Jake Larsson

Personal information
- Full name: Jake Mikael Larsson
- Date of birth: 9 January 1999 (age 26)
- Place of birth: Sweden
- Height: 1.76 m (5 ft 9 in)
- Position: Midfielder

Youth career
- 2006–2010: Adolfsbergs IK
- 2011–2015: Karlslunds IF
- 2018: Hammarby IF

Senior career*
- Years: Team / Apps / (Gls)
- 2016–2017: Karlslunds IF / 41 / (7)
- 2019–2023: Örebro SK / 117 / (16)
- 2024: Žalgiris / 8 / (1)

International career^{‡}
- 2019: Sweden U21 / 6 / (2)

= Jake Larsson =

Swedish footballer

Jake Mikael Larsson (born 9 January 1999) is a Swedish footballer who plays as a midfielder.

==Career==
Beginning his career in Adolfsbergs IK at the age of 7, he moved to Karlslunds IF at the age of 12 and joined the first team at the age of 17. He managed 41 league games and 7 league goals there.
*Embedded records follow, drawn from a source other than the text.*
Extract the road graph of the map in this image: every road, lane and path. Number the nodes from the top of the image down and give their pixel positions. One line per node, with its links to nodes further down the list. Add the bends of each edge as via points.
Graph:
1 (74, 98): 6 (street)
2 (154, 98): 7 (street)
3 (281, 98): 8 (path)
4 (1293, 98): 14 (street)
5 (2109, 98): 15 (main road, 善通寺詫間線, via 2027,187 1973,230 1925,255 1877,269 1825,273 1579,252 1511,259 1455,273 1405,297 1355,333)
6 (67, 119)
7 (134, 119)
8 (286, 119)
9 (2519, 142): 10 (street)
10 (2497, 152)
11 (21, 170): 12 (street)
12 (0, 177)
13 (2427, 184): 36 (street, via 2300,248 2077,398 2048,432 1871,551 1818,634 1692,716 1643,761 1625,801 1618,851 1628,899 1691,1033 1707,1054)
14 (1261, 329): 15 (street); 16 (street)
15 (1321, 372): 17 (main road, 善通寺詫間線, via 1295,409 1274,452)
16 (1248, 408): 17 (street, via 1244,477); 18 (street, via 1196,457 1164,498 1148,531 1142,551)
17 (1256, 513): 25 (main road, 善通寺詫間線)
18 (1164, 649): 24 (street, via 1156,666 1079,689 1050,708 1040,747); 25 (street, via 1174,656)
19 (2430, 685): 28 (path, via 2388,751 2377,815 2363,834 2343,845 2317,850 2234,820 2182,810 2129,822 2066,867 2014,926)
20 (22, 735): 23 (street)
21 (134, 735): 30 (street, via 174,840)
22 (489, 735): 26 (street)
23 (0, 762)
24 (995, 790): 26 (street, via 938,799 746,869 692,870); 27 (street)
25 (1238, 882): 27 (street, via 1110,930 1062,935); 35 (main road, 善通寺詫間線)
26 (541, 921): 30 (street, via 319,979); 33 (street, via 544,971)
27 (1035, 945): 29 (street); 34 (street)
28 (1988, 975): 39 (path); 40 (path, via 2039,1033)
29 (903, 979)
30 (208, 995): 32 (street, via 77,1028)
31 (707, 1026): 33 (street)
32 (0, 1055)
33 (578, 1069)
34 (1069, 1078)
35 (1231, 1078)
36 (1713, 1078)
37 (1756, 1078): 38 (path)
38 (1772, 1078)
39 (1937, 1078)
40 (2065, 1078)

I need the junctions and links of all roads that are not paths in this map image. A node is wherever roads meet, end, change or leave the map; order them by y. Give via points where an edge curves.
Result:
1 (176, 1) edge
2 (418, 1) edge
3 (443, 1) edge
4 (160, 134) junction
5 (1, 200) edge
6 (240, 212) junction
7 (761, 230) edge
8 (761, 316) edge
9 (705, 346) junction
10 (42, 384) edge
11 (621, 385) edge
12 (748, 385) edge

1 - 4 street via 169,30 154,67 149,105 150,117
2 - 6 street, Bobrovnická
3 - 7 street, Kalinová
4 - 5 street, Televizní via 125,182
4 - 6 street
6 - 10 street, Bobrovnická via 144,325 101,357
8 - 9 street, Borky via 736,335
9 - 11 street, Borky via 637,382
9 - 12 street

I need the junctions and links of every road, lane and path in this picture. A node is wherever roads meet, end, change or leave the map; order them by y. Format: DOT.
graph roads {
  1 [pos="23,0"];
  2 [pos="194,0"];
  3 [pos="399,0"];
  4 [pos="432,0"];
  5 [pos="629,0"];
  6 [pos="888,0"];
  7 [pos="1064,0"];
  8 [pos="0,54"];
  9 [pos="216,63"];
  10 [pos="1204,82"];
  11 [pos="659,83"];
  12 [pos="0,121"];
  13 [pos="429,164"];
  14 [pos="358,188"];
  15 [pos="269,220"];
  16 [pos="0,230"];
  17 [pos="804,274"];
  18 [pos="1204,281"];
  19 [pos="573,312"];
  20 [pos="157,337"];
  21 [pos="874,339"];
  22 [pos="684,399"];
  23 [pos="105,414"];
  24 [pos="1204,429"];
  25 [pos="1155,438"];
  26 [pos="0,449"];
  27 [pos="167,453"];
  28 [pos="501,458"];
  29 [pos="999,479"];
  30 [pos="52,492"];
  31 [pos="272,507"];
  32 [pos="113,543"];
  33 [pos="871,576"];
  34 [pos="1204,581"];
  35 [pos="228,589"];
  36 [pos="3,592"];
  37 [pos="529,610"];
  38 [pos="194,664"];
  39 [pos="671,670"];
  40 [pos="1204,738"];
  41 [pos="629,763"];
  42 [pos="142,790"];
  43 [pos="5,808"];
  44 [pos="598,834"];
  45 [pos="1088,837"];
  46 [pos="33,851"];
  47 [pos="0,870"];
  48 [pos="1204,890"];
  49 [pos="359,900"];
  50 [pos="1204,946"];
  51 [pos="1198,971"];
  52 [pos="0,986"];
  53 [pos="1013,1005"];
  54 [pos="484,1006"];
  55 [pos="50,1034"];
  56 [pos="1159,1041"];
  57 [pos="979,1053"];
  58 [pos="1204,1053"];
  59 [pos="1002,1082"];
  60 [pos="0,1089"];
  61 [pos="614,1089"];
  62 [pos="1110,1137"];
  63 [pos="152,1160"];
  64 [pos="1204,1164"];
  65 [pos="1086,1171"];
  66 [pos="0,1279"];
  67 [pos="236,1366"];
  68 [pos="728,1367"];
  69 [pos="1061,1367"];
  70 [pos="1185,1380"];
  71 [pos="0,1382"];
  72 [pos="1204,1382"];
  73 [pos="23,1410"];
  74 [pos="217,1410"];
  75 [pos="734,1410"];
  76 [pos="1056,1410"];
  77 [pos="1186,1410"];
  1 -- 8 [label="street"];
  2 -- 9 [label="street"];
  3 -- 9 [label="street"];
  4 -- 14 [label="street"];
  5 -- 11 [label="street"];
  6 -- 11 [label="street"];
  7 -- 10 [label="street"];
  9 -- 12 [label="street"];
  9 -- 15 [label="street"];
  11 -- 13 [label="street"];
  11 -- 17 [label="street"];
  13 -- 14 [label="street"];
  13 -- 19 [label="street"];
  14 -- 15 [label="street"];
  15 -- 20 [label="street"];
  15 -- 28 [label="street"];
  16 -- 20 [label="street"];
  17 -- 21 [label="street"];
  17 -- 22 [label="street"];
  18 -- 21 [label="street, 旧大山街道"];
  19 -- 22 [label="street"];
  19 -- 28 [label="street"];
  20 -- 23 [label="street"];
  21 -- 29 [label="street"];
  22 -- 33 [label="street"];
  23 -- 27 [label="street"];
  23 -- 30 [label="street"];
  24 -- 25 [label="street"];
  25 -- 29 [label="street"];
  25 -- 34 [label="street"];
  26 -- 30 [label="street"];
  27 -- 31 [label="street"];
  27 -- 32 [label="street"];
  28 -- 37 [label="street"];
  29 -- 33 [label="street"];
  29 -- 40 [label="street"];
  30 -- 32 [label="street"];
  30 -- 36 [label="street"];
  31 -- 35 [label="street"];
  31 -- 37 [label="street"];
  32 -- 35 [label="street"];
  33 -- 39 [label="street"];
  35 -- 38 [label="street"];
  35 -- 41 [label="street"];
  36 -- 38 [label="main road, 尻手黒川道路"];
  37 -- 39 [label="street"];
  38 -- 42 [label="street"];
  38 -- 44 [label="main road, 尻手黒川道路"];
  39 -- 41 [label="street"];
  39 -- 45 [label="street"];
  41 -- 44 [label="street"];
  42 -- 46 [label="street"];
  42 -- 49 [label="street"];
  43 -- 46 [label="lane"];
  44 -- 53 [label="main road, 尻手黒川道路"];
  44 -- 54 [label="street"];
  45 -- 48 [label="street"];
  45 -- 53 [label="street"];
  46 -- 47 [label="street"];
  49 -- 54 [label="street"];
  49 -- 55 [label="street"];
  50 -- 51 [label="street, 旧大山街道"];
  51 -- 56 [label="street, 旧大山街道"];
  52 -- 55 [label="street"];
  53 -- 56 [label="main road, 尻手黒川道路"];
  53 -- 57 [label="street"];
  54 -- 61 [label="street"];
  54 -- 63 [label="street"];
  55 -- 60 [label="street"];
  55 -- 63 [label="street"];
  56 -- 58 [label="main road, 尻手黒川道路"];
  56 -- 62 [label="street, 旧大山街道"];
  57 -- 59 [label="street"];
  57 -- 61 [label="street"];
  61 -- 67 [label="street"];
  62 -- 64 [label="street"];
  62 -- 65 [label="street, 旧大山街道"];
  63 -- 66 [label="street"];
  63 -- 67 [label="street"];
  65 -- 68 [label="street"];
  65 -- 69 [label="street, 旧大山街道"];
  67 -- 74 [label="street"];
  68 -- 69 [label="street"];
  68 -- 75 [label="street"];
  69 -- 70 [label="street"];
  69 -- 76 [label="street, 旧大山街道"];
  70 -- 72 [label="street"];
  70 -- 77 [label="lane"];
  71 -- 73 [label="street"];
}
Following one year with Hammarby IF's U19 and U21, he signed for the first team of Örebro SK in 2019.

Showing stellar form at Örebro SK, he made his debut for Sweden U21 and was seen as a transfer prospect. In September 2020, however, he suffered the death of his brother, and subsequently "collapsed" as a player. He spent the winter of 2021 in rehabilitation physically and mentally.

On 15 March 2024, Larsson signed with Lithuanian A Lyga club Žalgiris.